Exploring alternative energy sources is a highly important assignment in the world. The sun is a sustainable, reliable and almost infinite source of energy that can make significant contributions to the global demand for energy. Organic-inorganic halide perovskite solar cells have been studied as attractive candidates for highly efficient solar cells. The photovoltaic efficiency of perovskite-based solar cells has recently soared rapidly from 3.8% to above 20%. Methylammonium lead halide (CH3NH3PbX3, MAPbX3) perovskites holds promise for highly effective next-generation photovoltaic devices. Such perovskite-based devices have many advantages: remarkable optical properties, longer electron-hole diffusion lengths, high light absorption coefficients and good cost-effectiveness, and show promise not only in photovoltaic applications but also in other applications such as luminescent devices and transistors. However, these materials are still afflicted with long-term stability problems due to organic-inorganic bonding between decomposed perovskite and disturbed hydrogen because of the high polarity of water molecules.
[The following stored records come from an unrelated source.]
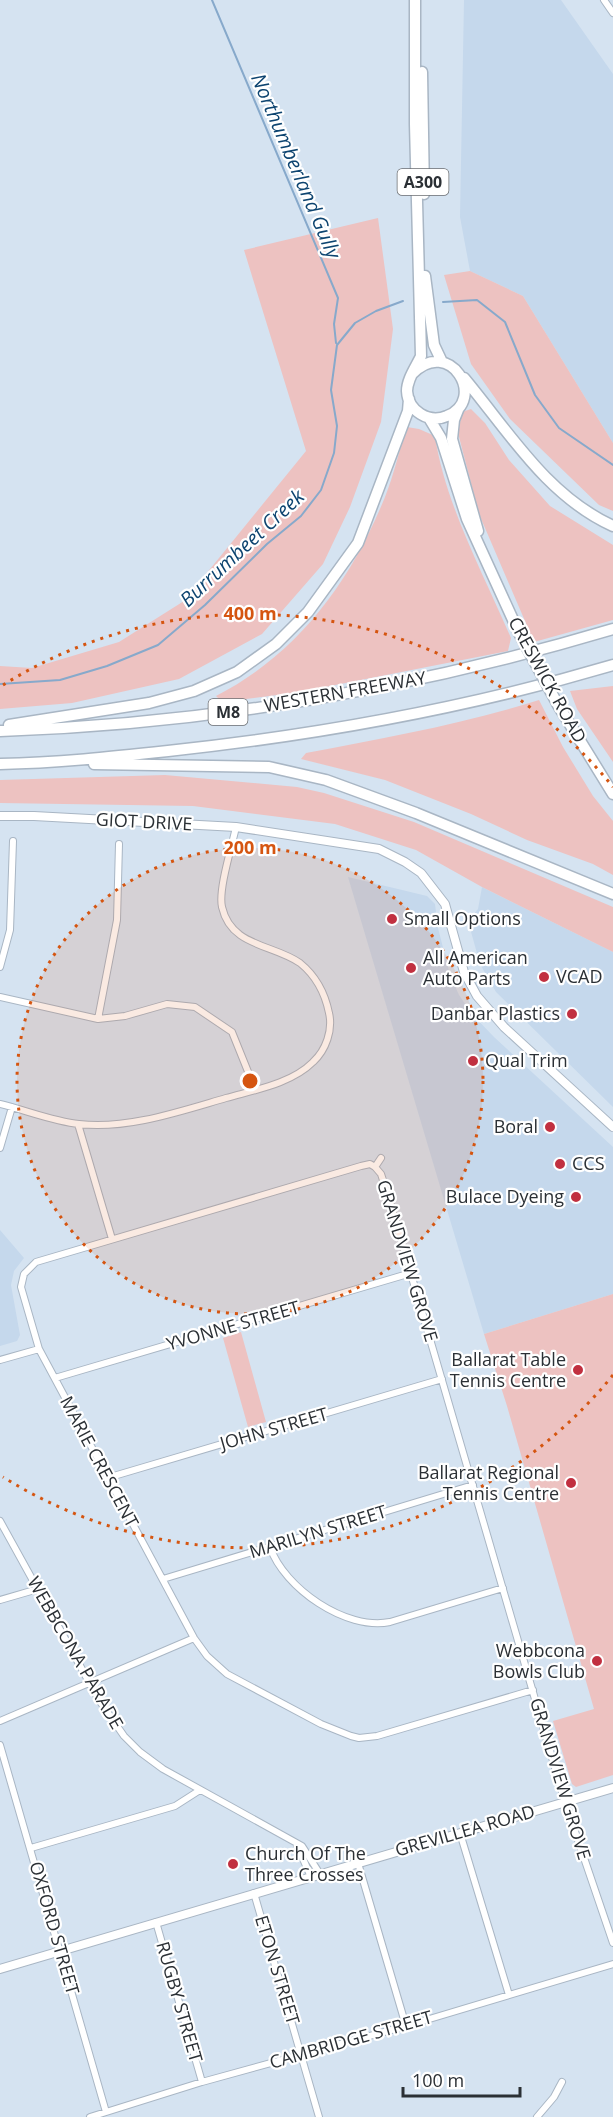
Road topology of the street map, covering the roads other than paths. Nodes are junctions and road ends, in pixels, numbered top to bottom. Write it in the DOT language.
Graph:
graph roads {
  1 [pos="415,0"];
  2 [pos="604,0"];
  3 [pos="613,13"];
  4 [pos="442,362"];
  5 [pos="459,373"];
  6 [pos="412,374"];
  7 [pos="409,399"];
  8 [pos="459,408"];
  9 [pos="429,418"];
  10 [pos="613,526"];
  11 [pos="487,563"];
  12 [pos="613,629"];
  13 [pos="613,665"];
  14 [pos="0,726"];
  15 [pos="0,730"];
  16 [pos="0,764"];
  17 [pos="46,764"];
  18 [pos="613,794"];
  19 [pos="0,816"];
  20 [pos="236,827"];
  21 [pos="13,841"];
  22 [pos="119,844"];
  23 [pos="613,894"];
  24 [pos="0,967"];
  25 [pos="0,997"];
  26 [pos="98,1019"];
  27 [pos="255,1089"];
  28 [pos="0,1104"];
  29 [pos="12,1107"];
  30 [pos="78,1124"];
  31 [pos="613,1127"];
  32 [pos="0,1148"];
  33 [pos="381,1158"];
  34 [pos="375,1167"];
  35 [pos="112,1239"];
  36 [pos="411,1274"];
  37 [pos="39,1349"];
  38 [pos="0,1360"];
  39 [pos="55,1378"];
  40 [pos="442,1379"];
  41 [pos="107,1478"];
  42 [pos="473,1485"];
  43 [pos="0,1521"];
  44 [pos="270,1547"];
  45 [pos="163,1579"];
  46 [pos="503,1588"];
  47 [pos="38,1589"];
  48 [pos="0,1600"];
  49 [pos="194,1638"];
  50 [pos="89,1684"];
  51 [pos="533,1690"];
  52 [pos="0,1721"];
  53 [pos="0,1745"];
  54 [pos="613,1788"];
  55 [pos="200,1790"];
  56 [pos="565,1802"];
  57 [pos="460,1833"];
  58 [pos="31,1848"];
  59 [pos="358,1863"];
  60 [pos="316,1875"];
  61 [pos="254,1893"];
  62 [pos="156,1922"];
  63 [pos="613,1943"];
  64 [pos="60,1950"];
  65 [pos="613,1964"];
  66 [pos="2,1967"];
  67 [pos="509,1995"];
  68 [pos="406,2025"];
  69 [pos="302,2055"];
  70 [pos="202,2082"];
  71 [pos="562,2082"];
  72 [pos="106,2112"];
  73 [pos="90,2117"];
  74 [pos="319,2117"];
  75 [pos="537,2117"];
  1 -- 4 [label="highway, A300"];
  1 -- 6 [label="highway, A300"];
  2 -- 3 [label="street"];
  4 -- 5 [label="highway"];
  4 -- 6 [label="highway"];
  5 -- 8 [label="highway"];
  5 -- 10 [label="highway"];
  6 -- 7 [label="highway, A300"];
  7 -- 9 [label="highway"];
  7 -- 14 [label="highway"];
  8 -- 9 [label="highway"];
  8 -- 11 [label="highway, CRESWICK ROAD"];
  9 -- 11 [label="highway, CRESWICK ROAD"];
  11 -- 18 [label="highway, CRESWICK ROAD, bridge"];
  12 -- 15 [label="highway, WESTERN FREEWAY / M8"];
  13 -- 17 [label="highway, WESTERN FREEWAY / M8"];
  16 -- 17 [label="highway, WESTERN FREEWAY / M8"];
  17 -- 23 [label="highway"];
  19 -- 20 [label="street, GIOT DRIVE"];
  20 -- 27 [label="street"];
  20 -- 31 [label="street, GIOT DRIVE"];
  21 -- 24 [label="street"];
  22 -- 26 [label="street"];
  25 -- 26 [label="street"];
  26 -- 27 [label="street"];
  27 -- 30 [label="street"];
  28 -- 29 [label="street"];
  29 -- 30 [label="street"];
  29 -- 32 [label="street"];
  30 -- 35 [label="street"];
  33 -- 34 [label="street"];
  34 -- 35 [label="street, MARIE CRESCENT"];
  34 -- 36 [label="street, GRANDVIEW GROVE"];
  35 -- 37 [label="street, MARIE CRESCENT"];
  36 -- 39 [label="street, YVONNE STREET"];
  36 -- 40 [label="street, GRANDVIEW GROVE"];
  37 -- 38 [label="street"];
  37 -- 39 [label="street, MARIE CRESCENT"];
  39 -- 41 [label="street, MARIE CRESCENT"];
  40 -- 41 [label="street, JOHN STREET"];
  40 -- 42 [label="street, GRANDVIEW GROVE"];
  41 -- 45 [label="street, MARIE CRESCENT"];
  42 -- 44 [label="street, MARILYN STREET"];
  42 -- 46 [label="street, GRANDVIEW GROVE"];
  43 -- 47 [label="street, WEBBCONA PARADE"];
  44 -- 45 [label="street, MARILYN STREET"];
  44 -- 46 [label="street"];
  45 -- 49 [label="street, MARIE CRESCENT"];
  46 -- 51 [label="street, GRANDVIEW GROVE"];
  47 -- 48 [label="street"];
  47 -- 50 [label="street, WEBBCONA PARADE"];
  49 -- 50 [label="street"];
  49 -- 51 [label="street, MARIE CRESCENT"];
  50 -- 52 [label="street"];
  50 -- 55 [label="street, WEBBCONA PARADE"];
  51 -- 56 [label="street, GRANDVIEW GROVE"];
  53 -- 58 [label="street, OXFORD STREET"];
  54 -- 56 [label="street, GREVILLEA ROAD"];
  55 -- 58 [label="street"];
  55 -- 60 [label="street, WEBBCONA PARADE"];
  56 -- 57 [label="street, GREVILLEA ROAD"];
  56 -- 63 [label="street, GRANDVIEW GROVE"];
  57 -- 59 [label="street, GREVILLEA ROAD"];
  57 -- 67 [label="street"];
  58 -- 64 [label="street, OXFORD STREET"];
  59 -- 60 [label="street, GREVILLEA ROAD"];
  59 -- 68 [label="street"];
  60 -- 61 [label="street, GREVILLEA ROAD"];
  61 -- 62 [label="street, GREVILLEA ROAD"];
  61 -- 69 [label="street, ETON STREET"];
  62 -- 64 [label="street, GREVILLEA ROAD"];
  62 -- 70 [label="street, RUGBY STREET"];
  64 -- 66 [label="street, GREVILLEA ROAD"];
  64 -- 72 [label="street, OXFORD STREET"];
  65 -- 67 [label="street, CAMBRIDGE STREET"];
  67 -- 68 [label="street, CAMBRIDGE STREET"];
  68 -- 69 [label="street, CAMBRIDGE STREET"];
  69 -- 70 [label="street, CAMBRIDGE STREET"];
  69 -- 74 [label="street, ETON STREET"];
  70 -- 72 [label="street, CAMBRIDGE STREET"];
  71 -- 75 [label="street"];
  72 -- 73 [label="street, CAMBRIDGE STREET"];
}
Recently, perovskite devices have attracted substantial attention for flexible/stretchable electronic devices, so that their mechanical properties are important for device reliability and durability. Some researchers have recently explored the elastic properties of perovskite-based solar cells using nanoindentation tests. Unfortunately, these nanoindentation tests can evaluate such properties only quantitatively, since such properties are strongly affected by substrates or under layers. In addition, it is difficult to determine the mechanical properties of stretchable in the pulling direction. For this reason, here we fabricate various free-standing perovskite layers and evaluated tensile mechanical properties using small-scale tensile tests. Perovskite active layers of various thicknesses were fabricated using solution processes such as spin-coating and drop casting and then were separated in different ways depending on thickness. The tensile mechanical properties related to flexible/stretchable behavior were analyzed by a nano-tensile tester in laboratory with 1 nm working resolution. This study of mechanical properties of MAPbX3 perovskites should be useful in research on solar cell durability and fundamental mechanisms.